Die mit Ausgangspunkt Adana seit Anfang der Woche durch weite Teile der Çukurova-Ebene und andere Regionen in der Türkei rollende Festnahmewelle deutet auf einen weitreichenden Repressionsschlag gegen Strukturen der kurdischen Kulturszene und Politik hin. Bereits zwei Mal ließ die Generalstaatsanwaltschaft Adana die Festnahmedauer der knapp vierzig Betroffenen mit Verweis auf „Terrorismusverdacht“ verlängern. Eine Begründung sowie nähere Informationen zum Verfahren will die Behörde nicht preisgeben.

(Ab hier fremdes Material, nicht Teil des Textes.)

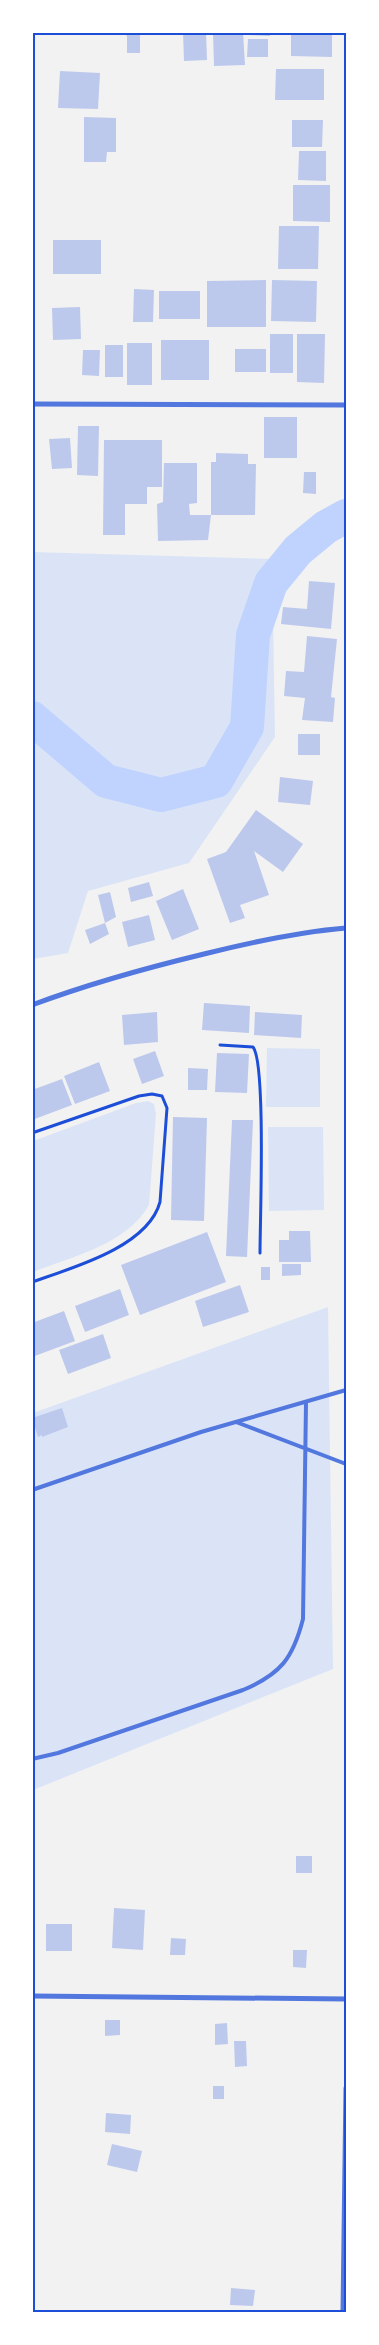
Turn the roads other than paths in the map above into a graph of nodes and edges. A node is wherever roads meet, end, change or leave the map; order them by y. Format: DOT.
graph roads {
  1 [pos="32,404"];
  2 [pos="346,405"];
  3 [pos="346,928"];
  4 [pos="32,1005"];
  5 [pos="346,1390"];
  6 [pos="306,1402"];
  7 [pos="236,1422"];
  8 [pos="306,1448"];
  9 [pos="346,1464"];
  10 [pos="32,1490"];
  11 [pos="32,1759"];
  12 [pos="32,1996"];
  13 [pos="346,1999"];
  14 [pos="346,2088"];
  15 [pos="343,2312"];
  1 -- 2 [label="street"];
  3 -- 4 [label="street"];
  5 -- 6 [label="lane"];
  6 -- 7 [label="lane"];
  6 -- 8 [label="lane"];
  7 -- 8 [label="lane"];
  7 -- 10 [label="lane"];
  8 -- 9 [label="lane"];
  8 -- 11 [label="lane"];
  12 -- 13 [label="street"];
  14 -- 15 [label="street"];
}
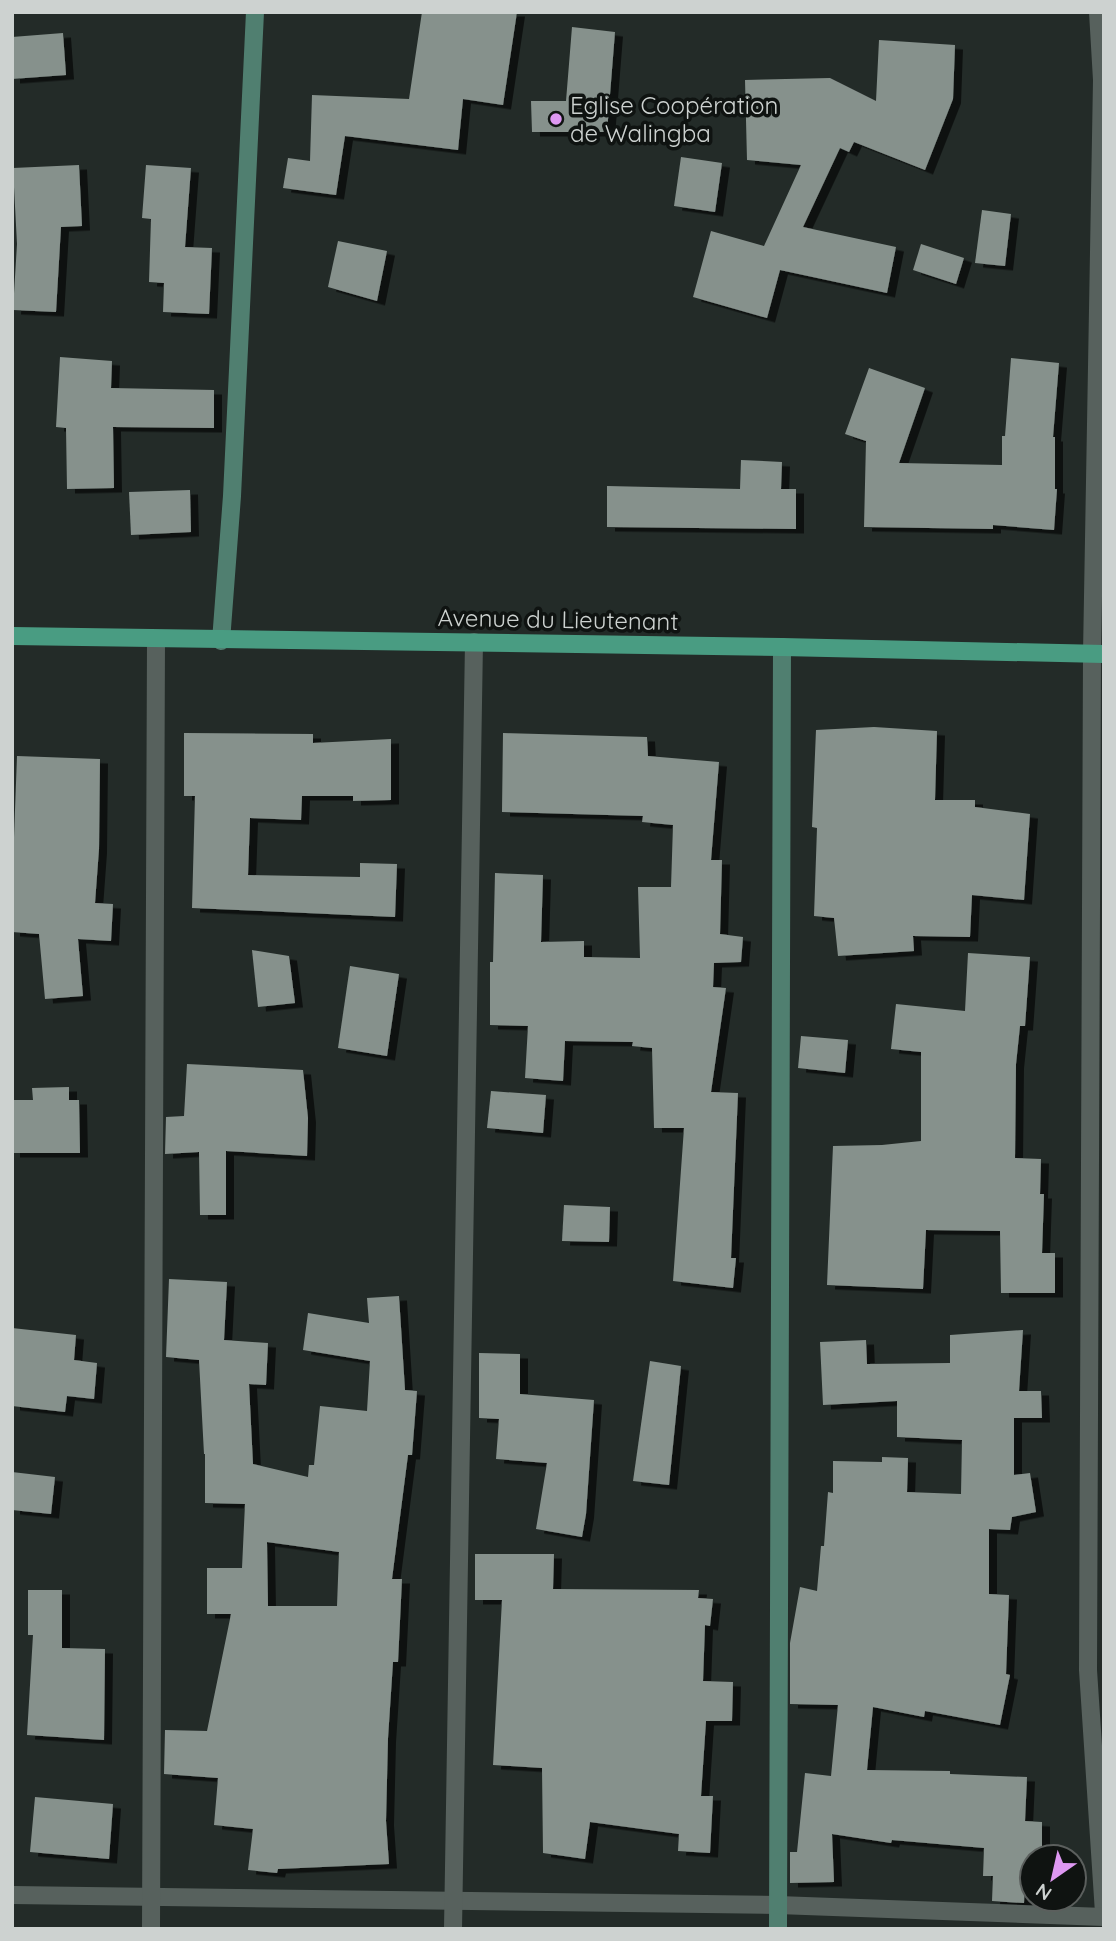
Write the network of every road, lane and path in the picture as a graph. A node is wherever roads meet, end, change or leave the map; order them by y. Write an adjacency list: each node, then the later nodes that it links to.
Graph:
1 (255, 12): 5 (street)
2 (1098, 12): 8 (street)
3 (12, 636): 4 (main road, Avenue du Lieutenant)
4 (156, 640): 5 (main road, Avenue du Lieutenant); 10 (street)
5 (221, 640): 6 (main road, Avenue du Lieutenant)
6 (474, 642): 7 (main road, Avenue du Lieutenant); 11 (street)
7 (782, 647): 8 (main road, Avenue du Lieutenant); 12 (street)
8 (1098, 654): 13 (street)
9 (12, 1895): 10 (street)
10 (151, 1896): 11 (street); 14 (street)
11 (453, 1902): 12 (street); 15 (street)
12 (778, 1905): 13 (street); 16 (street)
13 (1104, 1917): 17 (street)
14 (151, 1929)
15 (453, 1929)
16 (778, 1929)
17 (1103, 1929)

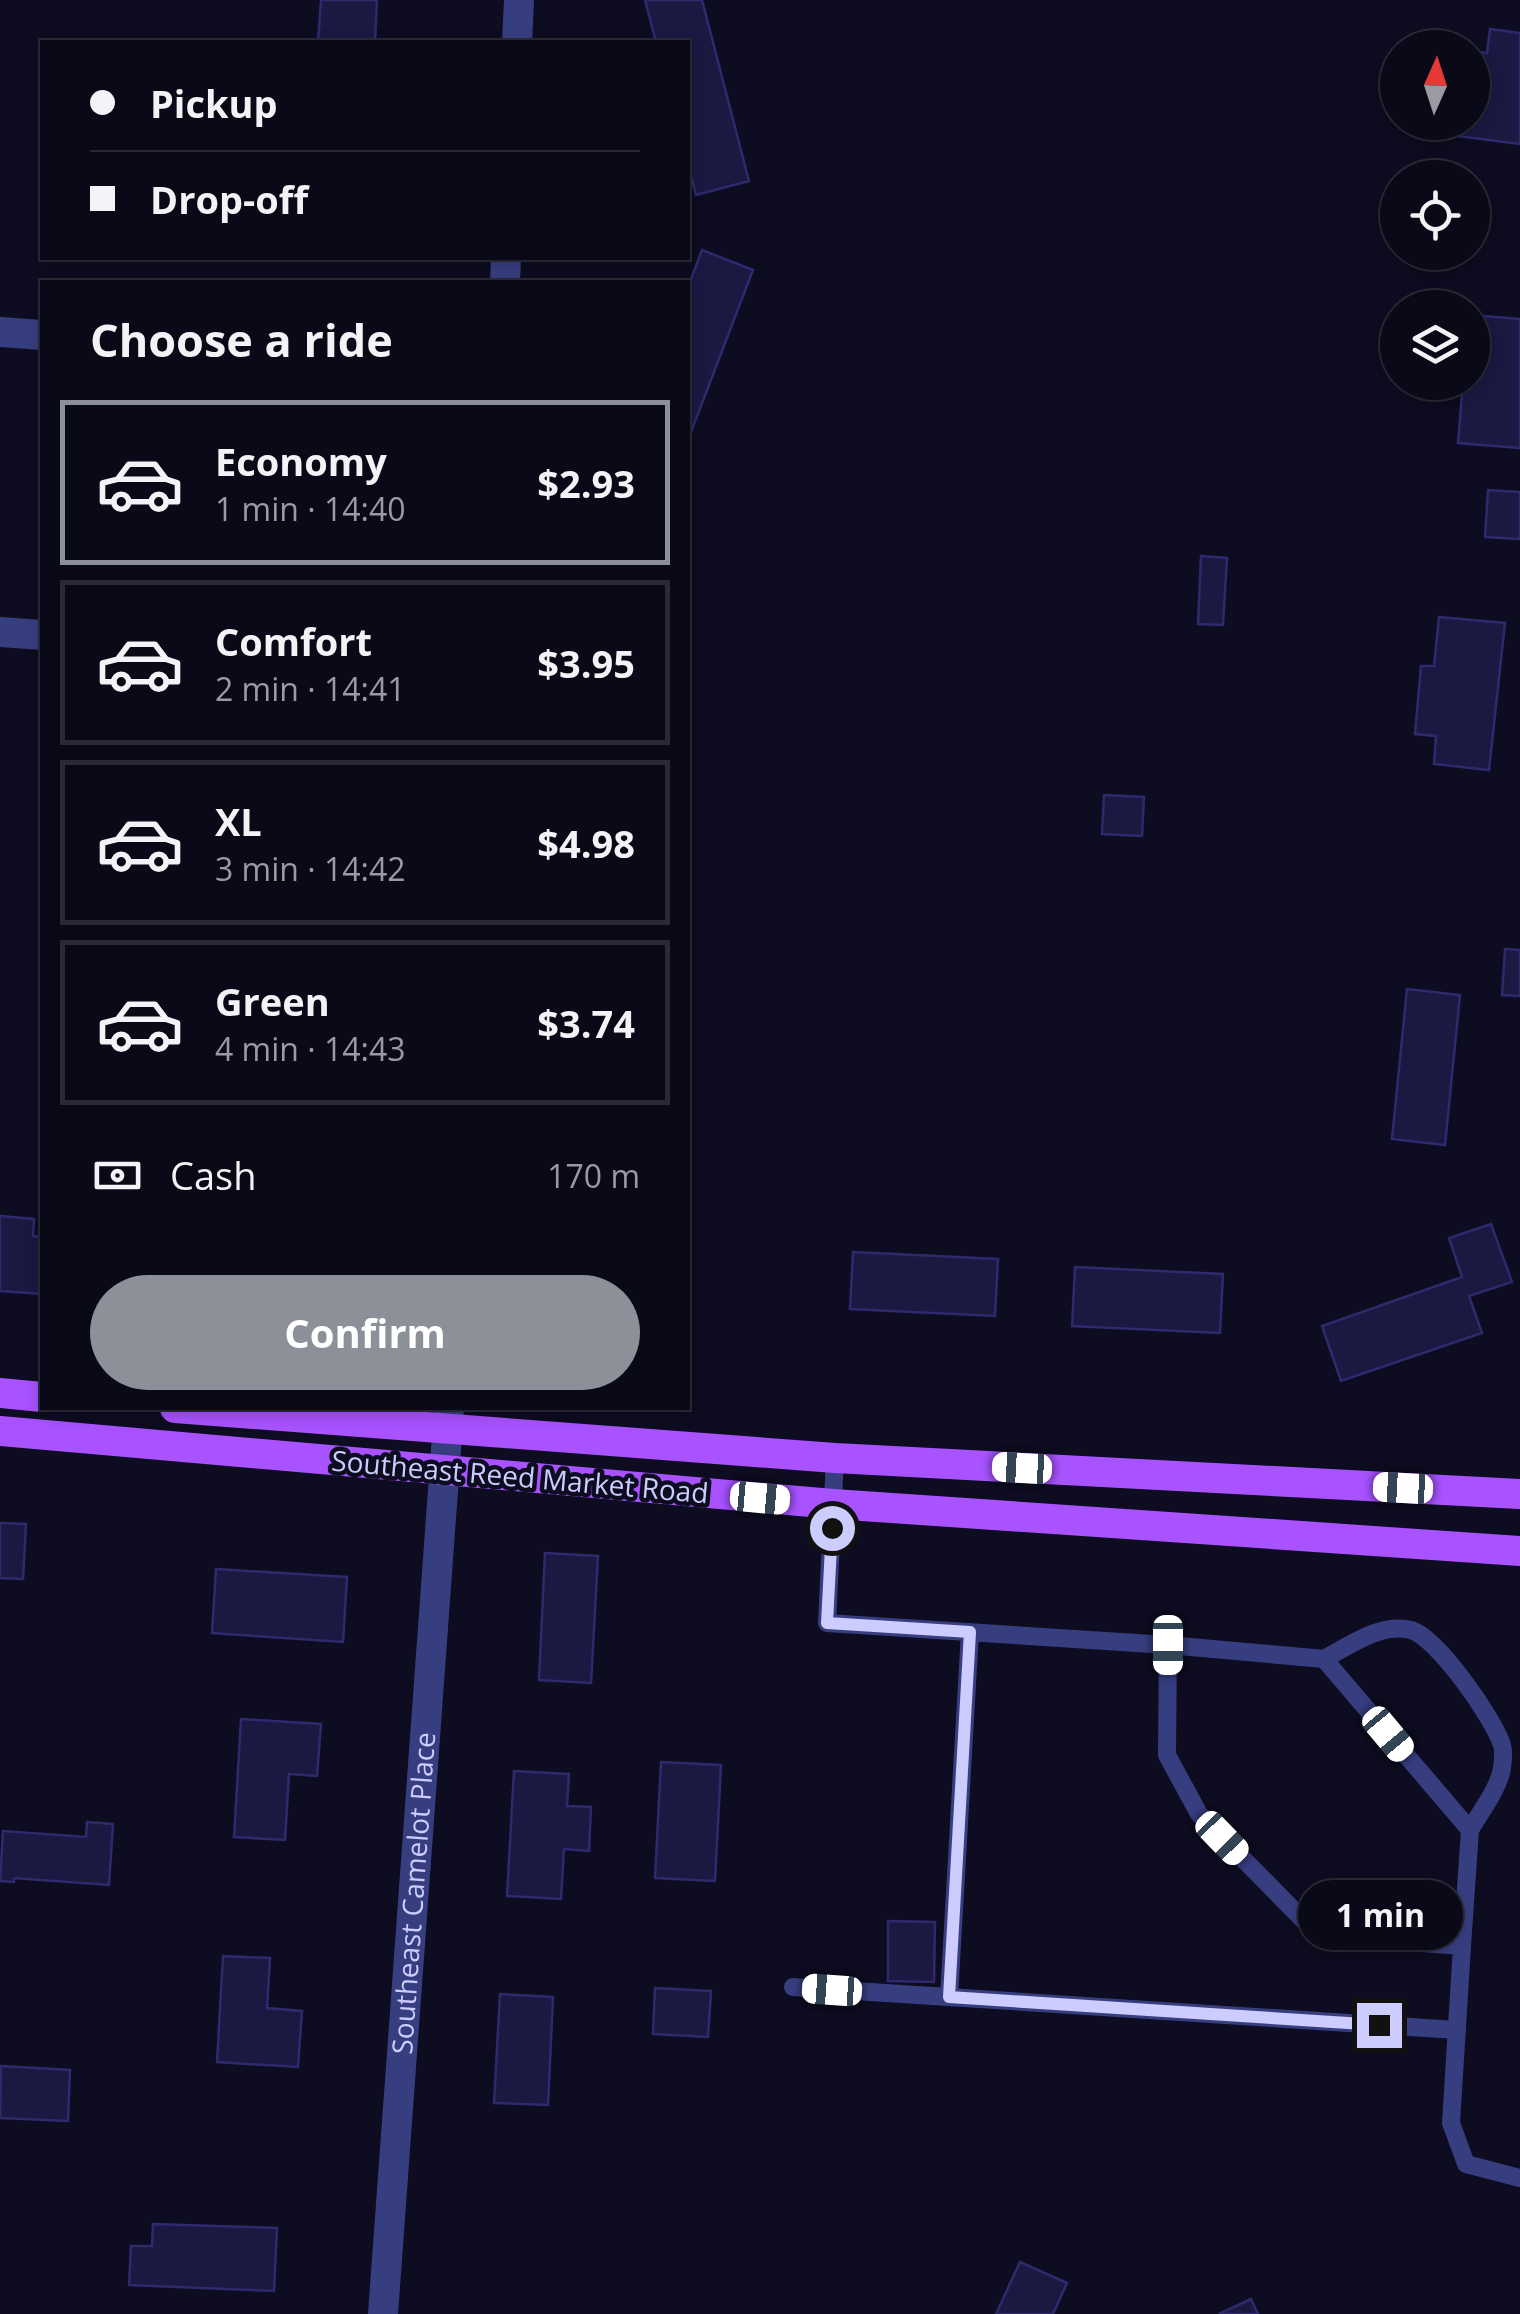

Mindestens 37 Personen, möglicherweise sogar 39, waren am Montag in Adana, Seyhan und Mersin, aber auch in den kurdischen Städten Amed (tr. Diyarbakır) und Mêrdîn (Mardin) festgenommen worden. Offiziell richtet sich das Ermittlungsverfahren gegen den Kunst- und Kulturverein Binevş, der in Adana beheimatet ist. Unter den Festgenommenen befinden sich neben Kunstschaffenden und Vereinsbeschäftigten, darunter İlyas Arzu, Murat Gürbüz, Suat Ekin und Jiyan Savcı, auch Politikerinnen und Politiker der HDP und ihrer Schwesterpartei DBP, unter anderem die beiden Ko-Vorsitzenden der HDP Adana, Helin Kaya und Mehmet Karakış, sowie die Sprecher:innen der HDP Çukurova, Aktivistinnen der Frauenbewegung TJA und Vorstandsmitglieder der Organisation Aykay-Der, ein Solidaritätsverein für Menschen, die Angehörige im kurdischen Befreiungskampf verloren haben. Auch die stellvertretende Bürgermeisterin der Kreisstadt Seyhan, Funda Buyruk, ist festgenommen worden. Sie alle werden der Mitgliedschaft in einer „Terrororganisation“ beziehungsweise „Aktivitäten“ für selbige beschuldigt.
Da die Ermittlungen als Verschlusssache gelten, hat der Rechtsbeistand der Festgenommenen keine Einsicht in die Akte. Von solchen Geheimhaltungsverfügungen machen türkische Staatsanwälte in Verfahren unter dem Label „Terrorismus“ inflationär Gebrauch, um die Verteidigung zu torpedieren. Denn diese Beschränkung der Rechtsposition verhindert nicht nur den Zugang zu den Ermittlungsunterlagen, sondern verwehrt den Beteiligten jede Verifizierungsmöglichkeit für die Authentizität der Informationen und Beweise zur mutmaßlichen Straftat.
Nach wie vor ist auch noch unklar, ob und wann die Betroffenen der Repressionswelle in Adana an ein Gericht überstellt werden. Bisher habe die Polizei den Festgenommenen „freiwillige Gespräche“ angeboten, Vernehmungen seien nicht erfolgt. Der HDP-Abgeordnete Kemal Peköz sieht in diesem Vorgehen einen „augenscheinlichen Einschüchterungsversuch“ gegen die Betroffenen. „Wir wissen, dass sie mit dem beschönigten Ausdruck ‚Unterhaltung‘ unter Druck gesetzt werden, sich als vermeintliche Kronzeugen gegen angebliche Straftäter zur Verfügung zu stellen und sie als Terroristen zu denunzieren“, so Peköz. Man kenne sich mit „vergeblichen Methoden wie diesen bestens“ aus und werde sie ins Leere laufen lassen.